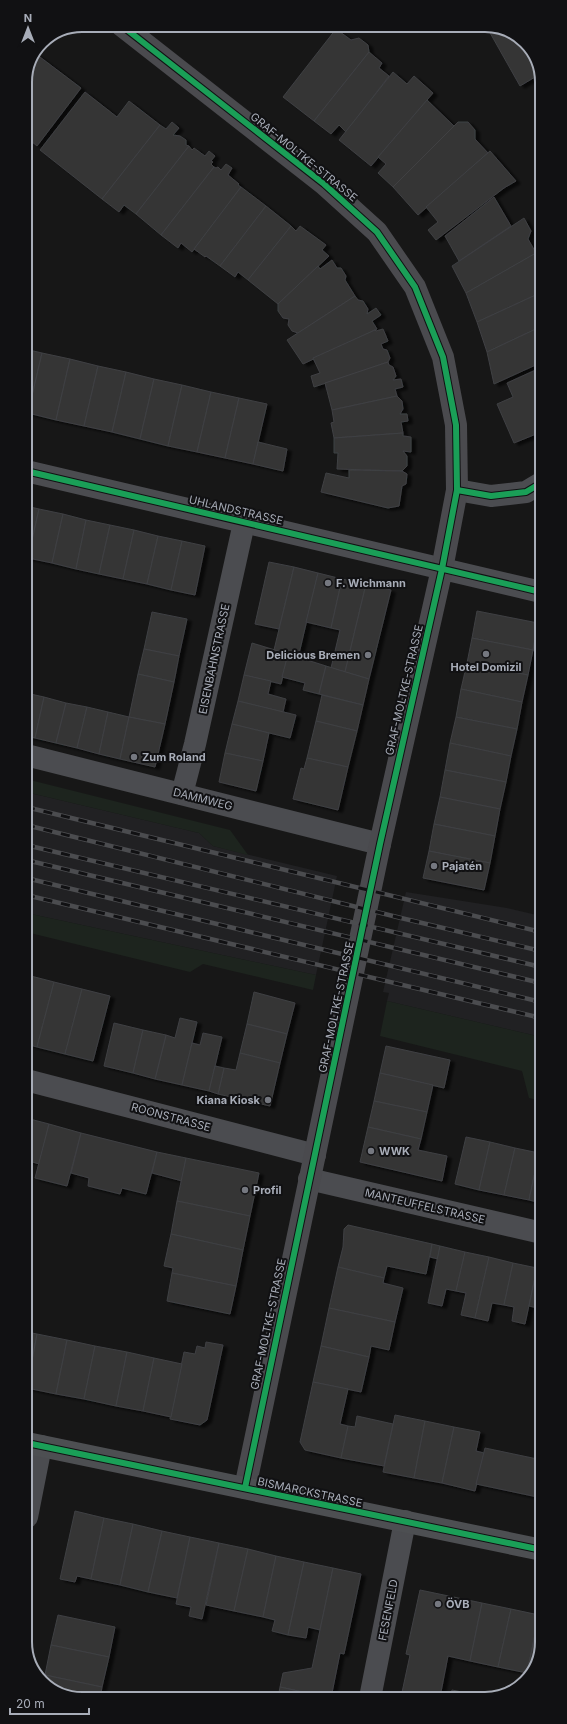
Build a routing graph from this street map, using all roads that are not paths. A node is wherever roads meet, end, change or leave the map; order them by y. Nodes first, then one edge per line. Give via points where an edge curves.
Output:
1 (130, 32) edge
2 (32, 472) edge
3 (535, 487) edge
4 (457, 490) junction
5 (244, 523) junction
6 (442, 570) junction
7 (535, 591) edge
8 (32, 756) edge
9 (182, 794) junction
10 (380, 844) junction
11 (32, 1082) edge
12 (315, 1154) junction
13 (309, 1179) junction
14 (535, 1231) edge
15 (34, 1445) edge
16 (32, 1466) edge
17 (245, 1488) junction
18 (405, 1522) junction
19 (535, 1549) edge
20 (371, 1692) edge

1 - 4 main road, GRAF-MOLTKE-STRASSE via 324,184 377,232 414,287 443,357 456,425
2 - 5 street, UHLANDSTRASSE
3 - 4 street via 526,492 491,496
4 - 6 main road, GRAF-MOLTKE-STRASSE
5 - 6 street, UHLANDSTRASSE
5 - 9 street, EISENBAHNSTRASSE
6 - 7 street, UHLANDSTRASSE
6 - 10 main road, GRAF-MOLTKE-STRASSE
8 - 9 street, DAMMWEG
9 - 10 street, DAMMWEG
10 - 12 main road, GRAF-MOLTKE-STRASSE
11 - 12 street, ROONSTRASSE
12 - 13 main road, GRAF-MOLTKE-STRASSE
13 - 14 street, MANTEUFFELSTRASSE
13 - 17 main road, GRAF-MOLTKE-STRASSE
15 - 16 street
15 - 17 main road, BISMARCKSTRASSE
17 - 18 main road, BISMARCKSTRASSE
18 - 19 main road, BISMARCKSTRASSE
18 - 20 street, FESENFELD

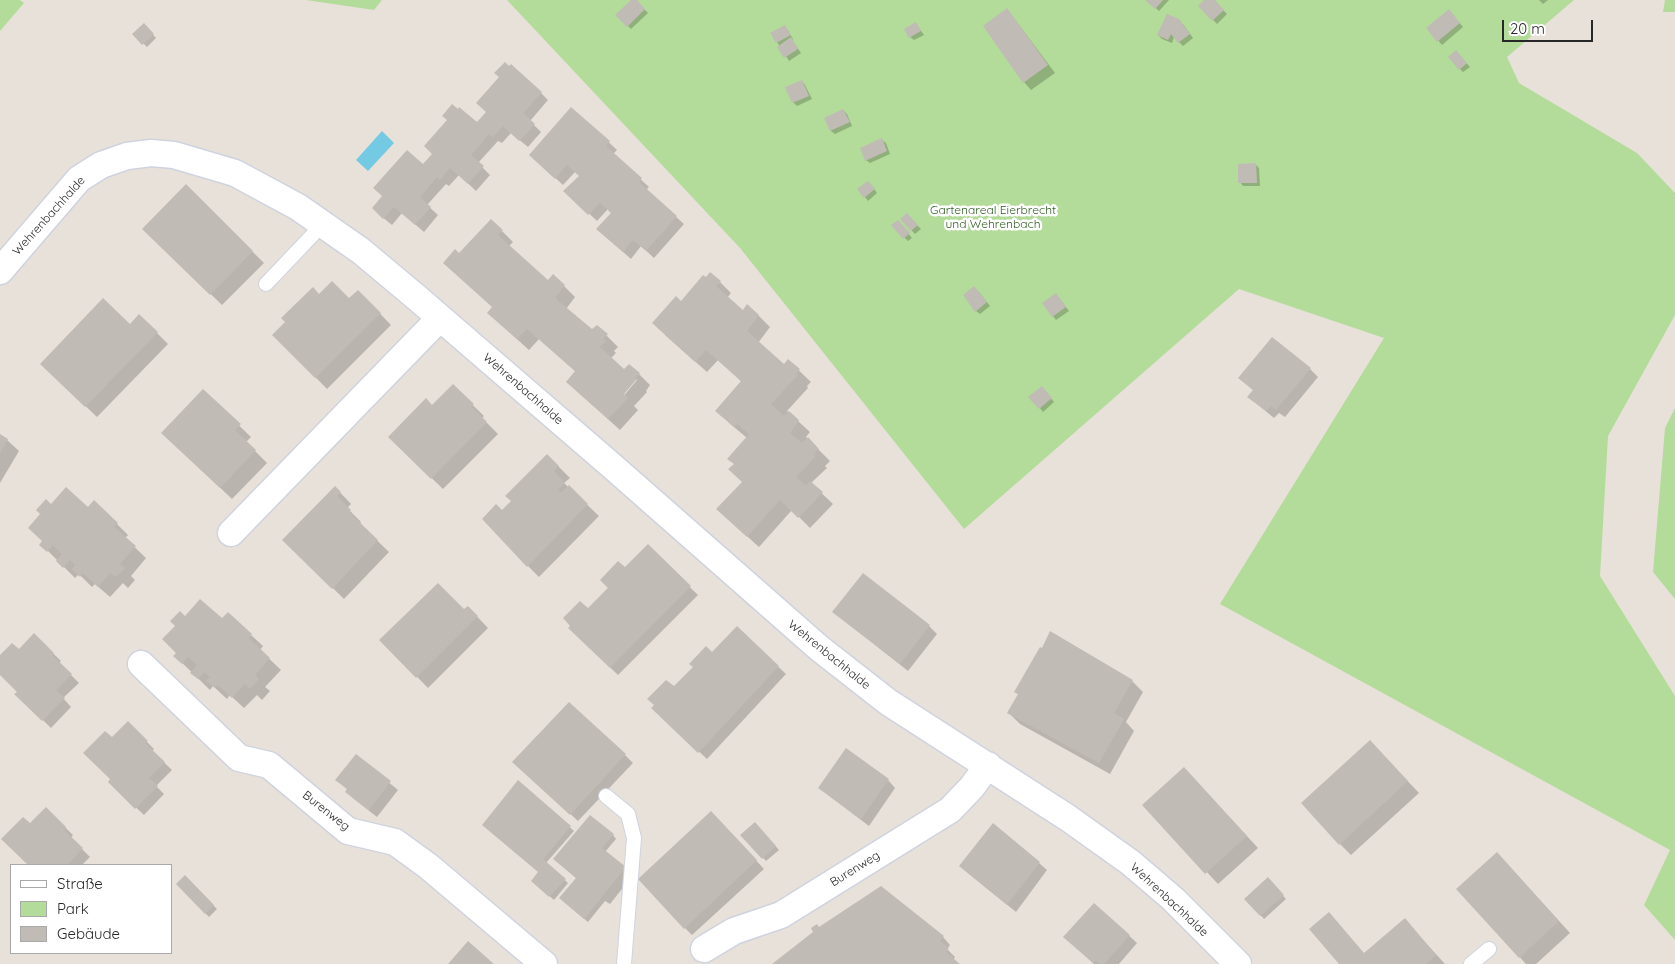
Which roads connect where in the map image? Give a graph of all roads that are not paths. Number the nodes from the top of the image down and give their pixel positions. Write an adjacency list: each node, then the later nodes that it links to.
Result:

> ACTIVITY
A single number is required: the count of lines in the data that include the string "where".

> RESPONSE FOR THIS EXERCISE
2